Look through the entries below and return all lines including the word "Trefasgatan".

» GIVEN DATA:
++++

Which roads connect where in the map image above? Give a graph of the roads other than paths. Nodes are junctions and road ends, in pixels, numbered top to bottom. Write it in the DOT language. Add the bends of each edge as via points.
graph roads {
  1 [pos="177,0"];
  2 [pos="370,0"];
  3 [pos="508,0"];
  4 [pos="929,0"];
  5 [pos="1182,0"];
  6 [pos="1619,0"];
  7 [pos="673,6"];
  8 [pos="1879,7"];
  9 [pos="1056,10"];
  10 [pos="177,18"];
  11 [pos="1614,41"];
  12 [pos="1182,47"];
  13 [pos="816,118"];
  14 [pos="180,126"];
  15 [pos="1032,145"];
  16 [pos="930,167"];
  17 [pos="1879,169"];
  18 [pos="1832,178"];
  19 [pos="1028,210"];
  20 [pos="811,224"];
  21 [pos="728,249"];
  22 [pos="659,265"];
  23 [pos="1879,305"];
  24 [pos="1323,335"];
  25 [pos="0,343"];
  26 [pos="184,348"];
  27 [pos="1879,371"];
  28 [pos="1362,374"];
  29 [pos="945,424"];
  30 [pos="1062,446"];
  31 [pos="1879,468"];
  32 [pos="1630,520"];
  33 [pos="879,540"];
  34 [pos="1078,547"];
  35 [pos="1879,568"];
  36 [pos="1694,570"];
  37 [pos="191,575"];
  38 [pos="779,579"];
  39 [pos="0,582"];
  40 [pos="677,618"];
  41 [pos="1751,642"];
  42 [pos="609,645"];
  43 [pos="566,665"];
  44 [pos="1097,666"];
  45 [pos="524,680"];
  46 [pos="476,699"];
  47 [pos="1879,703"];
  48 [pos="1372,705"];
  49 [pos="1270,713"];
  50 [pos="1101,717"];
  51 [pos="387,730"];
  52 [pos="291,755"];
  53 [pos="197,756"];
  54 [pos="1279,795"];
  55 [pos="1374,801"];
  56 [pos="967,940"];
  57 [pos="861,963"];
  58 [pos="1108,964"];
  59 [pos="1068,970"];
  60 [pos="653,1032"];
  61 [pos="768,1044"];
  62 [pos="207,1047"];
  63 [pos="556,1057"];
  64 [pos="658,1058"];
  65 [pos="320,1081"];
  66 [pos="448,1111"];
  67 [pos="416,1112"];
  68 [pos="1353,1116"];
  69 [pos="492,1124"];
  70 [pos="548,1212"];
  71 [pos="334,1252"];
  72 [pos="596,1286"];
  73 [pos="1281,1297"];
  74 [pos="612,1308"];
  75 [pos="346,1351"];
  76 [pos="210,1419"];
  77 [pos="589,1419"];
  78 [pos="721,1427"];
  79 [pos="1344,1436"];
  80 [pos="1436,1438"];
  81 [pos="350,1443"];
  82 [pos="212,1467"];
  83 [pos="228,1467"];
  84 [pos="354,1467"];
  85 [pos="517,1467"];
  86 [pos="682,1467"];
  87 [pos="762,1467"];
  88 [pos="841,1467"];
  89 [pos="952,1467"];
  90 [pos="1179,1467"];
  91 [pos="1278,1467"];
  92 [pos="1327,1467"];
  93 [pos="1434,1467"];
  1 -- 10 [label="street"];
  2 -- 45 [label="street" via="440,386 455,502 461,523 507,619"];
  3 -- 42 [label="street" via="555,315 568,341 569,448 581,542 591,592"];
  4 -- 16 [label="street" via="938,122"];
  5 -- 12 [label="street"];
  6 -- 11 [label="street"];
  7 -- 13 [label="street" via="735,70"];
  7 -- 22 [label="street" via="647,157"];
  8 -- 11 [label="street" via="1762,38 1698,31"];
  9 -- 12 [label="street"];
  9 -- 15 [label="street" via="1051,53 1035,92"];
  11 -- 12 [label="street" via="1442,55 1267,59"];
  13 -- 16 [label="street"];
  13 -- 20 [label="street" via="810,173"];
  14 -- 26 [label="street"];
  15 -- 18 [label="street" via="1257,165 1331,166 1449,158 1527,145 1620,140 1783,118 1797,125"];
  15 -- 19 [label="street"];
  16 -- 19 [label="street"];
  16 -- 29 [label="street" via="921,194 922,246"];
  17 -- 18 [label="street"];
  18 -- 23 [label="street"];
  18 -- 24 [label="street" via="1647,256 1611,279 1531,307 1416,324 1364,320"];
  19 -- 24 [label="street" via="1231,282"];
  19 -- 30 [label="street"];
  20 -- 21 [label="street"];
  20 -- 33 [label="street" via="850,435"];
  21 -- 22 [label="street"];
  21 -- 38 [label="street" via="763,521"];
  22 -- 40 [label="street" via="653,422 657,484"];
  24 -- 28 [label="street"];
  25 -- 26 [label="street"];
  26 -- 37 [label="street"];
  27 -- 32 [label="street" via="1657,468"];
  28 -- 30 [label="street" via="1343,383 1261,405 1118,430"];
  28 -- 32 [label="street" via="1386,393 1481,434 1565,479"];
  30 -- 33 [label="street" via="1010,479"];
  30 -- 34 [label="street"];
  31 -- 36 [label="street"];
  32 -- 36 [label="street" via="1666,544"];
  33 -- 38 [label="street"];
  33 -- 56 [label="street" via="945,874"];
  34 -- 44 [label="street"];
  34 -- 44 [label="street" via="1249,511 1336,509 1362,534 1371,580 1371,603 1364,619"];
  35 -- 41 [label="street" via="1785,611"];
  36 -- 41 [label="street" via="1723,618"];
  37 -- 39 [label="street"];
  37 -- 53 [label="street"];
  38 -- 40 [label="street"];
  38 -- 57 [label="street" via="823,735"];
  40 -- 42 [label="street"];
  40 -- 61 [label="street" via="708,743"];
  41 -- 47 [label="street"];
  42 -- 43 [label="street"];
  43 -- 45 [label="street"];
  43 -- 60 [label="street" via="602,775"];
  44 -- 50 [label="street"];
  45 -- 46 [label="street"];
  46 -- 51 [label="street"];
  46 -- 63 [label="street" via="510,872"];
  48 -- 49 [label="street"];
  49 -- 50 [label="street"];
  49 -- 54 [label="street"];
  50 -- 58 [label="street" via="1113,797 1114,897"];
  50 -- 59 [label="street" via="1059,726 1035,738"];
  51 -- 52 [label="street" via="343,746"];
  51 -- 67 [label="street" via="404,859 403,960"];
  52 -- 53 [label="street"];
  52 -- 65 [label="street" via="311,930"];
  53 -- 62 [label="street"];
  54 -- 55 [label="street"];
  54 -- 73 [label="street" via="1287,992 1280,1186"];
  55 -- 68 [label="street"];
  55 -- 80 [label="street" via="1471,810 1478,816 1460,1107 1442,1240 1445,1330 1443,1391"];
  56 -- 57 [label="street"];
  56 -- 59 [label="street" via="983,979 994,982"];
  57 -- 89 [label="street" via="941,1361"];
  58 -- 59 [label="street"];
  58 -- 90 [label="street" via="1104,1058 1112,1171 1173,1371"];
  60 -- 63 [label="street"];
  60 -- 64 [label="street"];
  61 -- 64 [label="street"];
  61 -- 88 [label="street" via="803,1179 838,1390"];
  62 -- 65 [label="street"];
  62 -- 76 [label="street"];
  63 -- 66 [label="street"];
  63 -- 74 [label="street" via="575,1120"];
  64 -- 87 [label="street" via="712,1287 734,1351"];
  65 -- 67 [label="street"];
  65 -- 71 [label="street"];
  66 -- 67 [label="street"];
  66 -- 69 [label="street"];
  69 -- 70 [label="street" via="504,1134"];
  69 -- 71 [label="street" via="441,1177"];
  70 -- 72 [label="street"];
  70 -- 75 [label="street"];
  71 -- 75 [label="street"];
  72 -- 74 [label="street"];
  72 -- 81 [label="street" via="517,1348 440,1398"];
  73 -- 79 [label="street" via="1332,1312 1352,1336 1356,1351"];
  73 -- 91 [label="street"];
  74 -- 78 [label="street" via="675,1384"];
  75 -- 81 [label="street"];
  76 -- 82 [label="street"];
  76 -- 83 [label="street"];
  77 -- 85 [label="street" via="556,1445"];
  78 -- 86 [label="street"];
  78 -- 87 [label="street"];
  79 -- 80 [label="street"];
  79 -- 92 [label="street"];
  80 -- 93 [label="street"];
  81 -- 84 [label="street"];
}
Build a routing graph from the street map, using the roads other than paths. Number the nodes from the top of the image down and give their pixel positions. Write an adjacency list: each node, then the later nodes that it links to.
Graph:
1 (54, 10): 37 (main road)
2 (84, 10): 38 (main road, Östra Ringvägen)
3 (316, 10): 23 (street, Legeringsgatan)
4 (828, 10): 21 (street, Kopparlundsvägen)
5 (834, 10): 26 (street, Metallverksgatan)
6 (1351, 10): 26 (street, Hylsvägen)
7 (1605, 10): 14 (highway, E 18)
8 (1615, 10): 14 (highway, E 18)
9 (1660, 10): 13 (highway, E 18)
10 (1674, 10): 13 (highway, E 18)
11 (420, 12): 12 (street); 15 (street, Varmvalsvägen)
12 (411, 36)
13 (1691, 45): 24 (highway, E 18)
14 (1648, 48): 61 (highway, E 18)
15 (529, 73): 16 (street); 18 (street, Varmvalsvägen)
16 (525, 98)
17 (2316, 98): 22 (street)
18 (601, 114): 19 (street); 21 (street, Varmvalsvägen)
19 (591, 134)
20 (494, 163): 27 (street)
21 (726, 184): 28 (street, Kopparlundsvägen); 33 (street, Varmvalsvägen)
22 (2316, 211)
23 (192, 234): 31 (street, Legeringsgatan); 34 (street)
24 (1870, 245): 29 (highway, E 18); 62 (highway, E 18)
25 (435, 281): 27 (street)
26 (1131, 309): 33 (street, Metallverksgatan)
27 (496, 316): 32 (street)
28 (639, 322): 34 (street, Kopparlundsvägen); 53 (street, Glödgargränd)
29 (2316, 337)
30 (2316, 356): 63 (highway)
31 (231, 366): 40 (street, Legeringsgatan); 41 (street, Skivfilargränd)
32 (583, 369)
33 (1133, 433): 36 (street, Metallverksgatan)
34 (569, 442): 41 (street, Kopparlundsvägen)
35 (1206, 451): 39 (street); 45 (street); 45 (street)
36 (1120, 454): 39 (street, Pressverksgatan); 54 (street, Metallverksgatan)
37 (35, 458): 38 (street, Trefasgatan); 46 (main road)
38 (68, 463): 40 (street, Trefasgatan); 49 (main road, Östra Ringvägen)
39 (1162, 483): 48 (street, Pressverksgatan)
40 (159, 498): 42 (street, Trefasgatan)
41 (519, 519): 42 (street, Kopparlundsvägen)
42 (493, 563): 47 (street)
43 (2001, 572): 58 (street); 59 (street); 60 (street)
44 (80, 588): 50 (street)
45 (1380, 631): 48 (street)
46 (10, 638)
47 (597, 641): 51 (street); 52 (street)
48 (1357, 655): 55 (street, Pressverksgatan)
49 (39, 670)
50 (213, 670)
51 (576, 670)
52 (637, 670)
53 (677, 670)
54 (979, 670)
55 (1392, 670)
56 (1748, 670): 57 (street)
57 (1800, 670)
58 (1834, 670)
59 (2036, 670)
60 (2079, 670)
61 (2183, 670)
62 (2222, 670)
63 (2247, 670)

++++

» SOLUTION TO THIS PROBLEM:
37 (35, 458): 38 (street, Trefasgatan); 46 (main road)
38 (68, 463): 40 (street, Trefasgatan); 49 (main road, Östra Ringvägen)
40 (159, 498): 42 (street, Trefasgatan)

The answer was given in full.